----- Data extract -----

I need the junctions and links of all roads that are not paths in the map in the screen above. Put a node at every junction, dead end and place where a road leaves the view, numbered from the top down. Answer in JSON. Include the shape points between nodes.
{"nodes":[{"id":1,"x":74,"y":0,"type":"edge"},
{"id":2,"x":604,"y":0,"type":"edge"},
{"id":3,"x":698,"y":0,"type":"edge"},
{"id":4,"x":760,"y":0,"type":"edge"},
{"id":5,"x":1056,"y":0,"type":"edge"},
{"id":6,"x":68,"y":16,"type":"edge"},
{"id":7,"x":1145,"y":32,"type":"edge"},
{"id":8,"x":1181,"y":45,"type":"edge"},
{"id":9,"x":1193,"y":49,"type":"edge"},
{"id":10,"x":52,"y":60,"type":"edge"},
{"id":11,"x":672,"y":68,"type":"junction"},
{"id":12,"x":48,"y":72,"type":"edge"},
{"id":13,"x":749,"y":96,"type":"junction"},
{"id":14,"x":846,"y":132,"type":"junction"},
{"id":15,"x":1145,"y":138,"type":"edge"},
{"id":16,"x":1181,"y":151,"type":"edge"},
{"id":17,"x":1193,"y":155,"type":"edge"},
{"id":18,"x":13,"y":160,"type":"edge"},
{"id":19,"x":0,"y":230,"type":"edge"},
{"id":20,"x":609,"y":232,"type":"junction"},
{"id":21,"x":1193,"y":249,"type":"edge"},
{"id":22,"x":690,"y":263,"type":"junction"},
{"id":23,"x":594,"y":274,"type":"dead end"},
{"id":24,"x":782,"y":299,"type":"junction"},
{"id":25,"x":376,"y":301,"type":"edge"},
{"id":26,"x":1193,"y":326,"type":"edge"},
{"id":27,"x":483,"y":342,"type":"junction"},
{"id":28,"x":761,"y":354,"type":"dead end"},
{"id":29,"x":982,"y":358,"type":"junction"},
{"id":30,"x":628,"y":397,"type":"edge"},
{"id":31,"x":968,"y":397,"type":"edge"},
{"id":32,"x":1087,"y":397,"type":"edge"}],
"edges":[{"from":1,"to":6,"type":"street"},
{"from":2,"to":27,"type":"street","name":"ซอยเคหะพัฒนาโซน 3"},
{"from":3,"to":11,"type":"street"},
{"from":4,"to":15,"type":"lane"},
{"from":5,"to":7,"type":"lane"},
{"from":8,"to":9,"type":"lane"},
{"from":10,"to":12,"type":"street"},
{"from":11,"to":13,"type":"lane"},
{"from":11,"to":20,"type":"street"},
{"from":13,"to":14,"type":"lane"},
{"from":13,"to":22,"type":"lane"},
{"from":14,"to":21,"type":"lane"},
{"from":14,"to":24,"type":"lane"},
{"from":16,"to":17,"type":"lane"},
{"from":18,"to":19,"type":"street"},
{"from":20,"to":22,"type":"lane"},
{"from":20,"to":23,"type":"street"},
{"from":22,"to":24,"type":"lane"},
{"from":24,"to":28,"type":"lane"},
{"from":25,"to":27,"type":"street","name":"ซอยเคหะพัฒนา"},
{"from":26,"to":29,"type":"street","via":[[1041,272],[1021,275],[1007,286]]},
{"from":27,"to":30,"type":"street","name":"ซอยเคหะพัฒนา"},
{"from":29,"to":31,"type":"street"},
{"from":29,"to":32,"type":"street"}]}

-----

Work to complete ▸ The records above must be printed again in full, exactly as written.

Exercise answer ▸
I need the junctions and links of all roads that are not paths in the map in the screen above. Put a node at every junction, dead end and place where a road leaves the view, numbered from the top down. Answer in JSON. Include the shape points between nodes.
{"nodes":[{"id":1,"x":74,"y":0,"type":"edge"},
{"id":2,"x":604,"y":0,"type":"edge"},
{"id":3,"x":698,"y":0,"type":"edge"},
{"id":4,"x":760,"y":0,"type":"edge"},
{"id":5,"x":1056,"y":0,"type":"edge"},
{"id":6,"x":68,"y":16,"type":"edge"},
{"id":7,"x":1145,"y":32,"type":"edge"},
{"id":8,"x":1181,"y":45,"type":"edge"},
{"id":9,"x":1193,"y":49,"type":"edge"},
{"id":10,"x":52,"y":60,"type":"edge"},
{"id":11,"x":672,"y":68,"type":"junction"},
{"id":12,"x":48,"y":72,"type":"edge"},
{"id":13,"x":749,"y":96,"type":"junction"},
{"id":14,"x":846,"y":132,"type":"junction"},
{"id":15,"x":1145,"y":138,"type":"edge"},
{"id":16,"x":1181,"y":151,"type":"edge"},
{"id":17,"x":1193,"y":155,"type":"edge"},
{"id":18,"x":13,"y":160,"type":"edge"},
{"id":19,"x":0,"y":230,"type":"edge"},
{"id":20,"x":609,"y":232,"type":"junction"},
{"id":21,"x":1193,"y":249,"type":"edge"},
{"id":22,"x":690,"y":263,"type":"junction"},
{"id":23,"x":594,"y":274,"type":"dead end"},
{"id":24,"x":782,"y":299,"type":"junction"},
{"id":25,"x":376,"y":301,"type":"edge"},
{"id":26,"x":1193,"y":326,"type":"edge"},
{"id":27,"x":483,"y":342,"type":"junction"},
{"id":28,"x":761,"y":354,"type":"dead end"},
{"id":29,"x":982,"y":358,"type":"junction"},
{"id":30,"x":628,"y":397,"type":"edge"},
{"id":31,"x":968,"y":397,"type":"edge"},
{"id":32,"x":1087,"y":397,"type":"edge"}],
"edges":[{"from":1,"to":6,"type":"street"},
{"from":2,"to":27,"type":"street","name":"ซอยเคหะพัฒนาโซน 3"},
{"from":3,"to":11,"type":"street"},
{"from":4,"to":15,"type":"lane"},
{"from":5,"to":7,"type":"lane"},
{"from":8,"to":9,"type":"lane"},
{"from":10,"to":12,"type":"street"},
{"from":11,"to":13,"type":"lane"},
{"from":11,"to":20,"type":"street"},
{"from":13,"to":14,"type":"lane"},
{"from":13,"to":22,"type":"lane"},
{"from":14,"to":21,"type":"lane"},
{"from":14,"to":24,"type":"lane"},
{"from":16,"to":17,"type":"lane"},
{"from":18,"to":19,"type":"street"},
{"from":20,"to":22,"type":"lane"},
{"from":20,"to":23,"type":"street"},
{"from":22,"to":24,"type":"lane"},
{"from":24,"to":28,"type":"lane"},
{"from":25,"to":27,"type":"street","name":"ซอยเคหะพัฒนา"},
{"from":26,"to":29,"type":"street","via":[[1041,272],[1021,275],[1007,286]]},
{"from":27,"to":30,"type":"street","name":"ซอยเคหะพัฒนา"},
{"from":29,"to":31,"type":"street"},
{"from":29,"to":32,"type":"street"}]}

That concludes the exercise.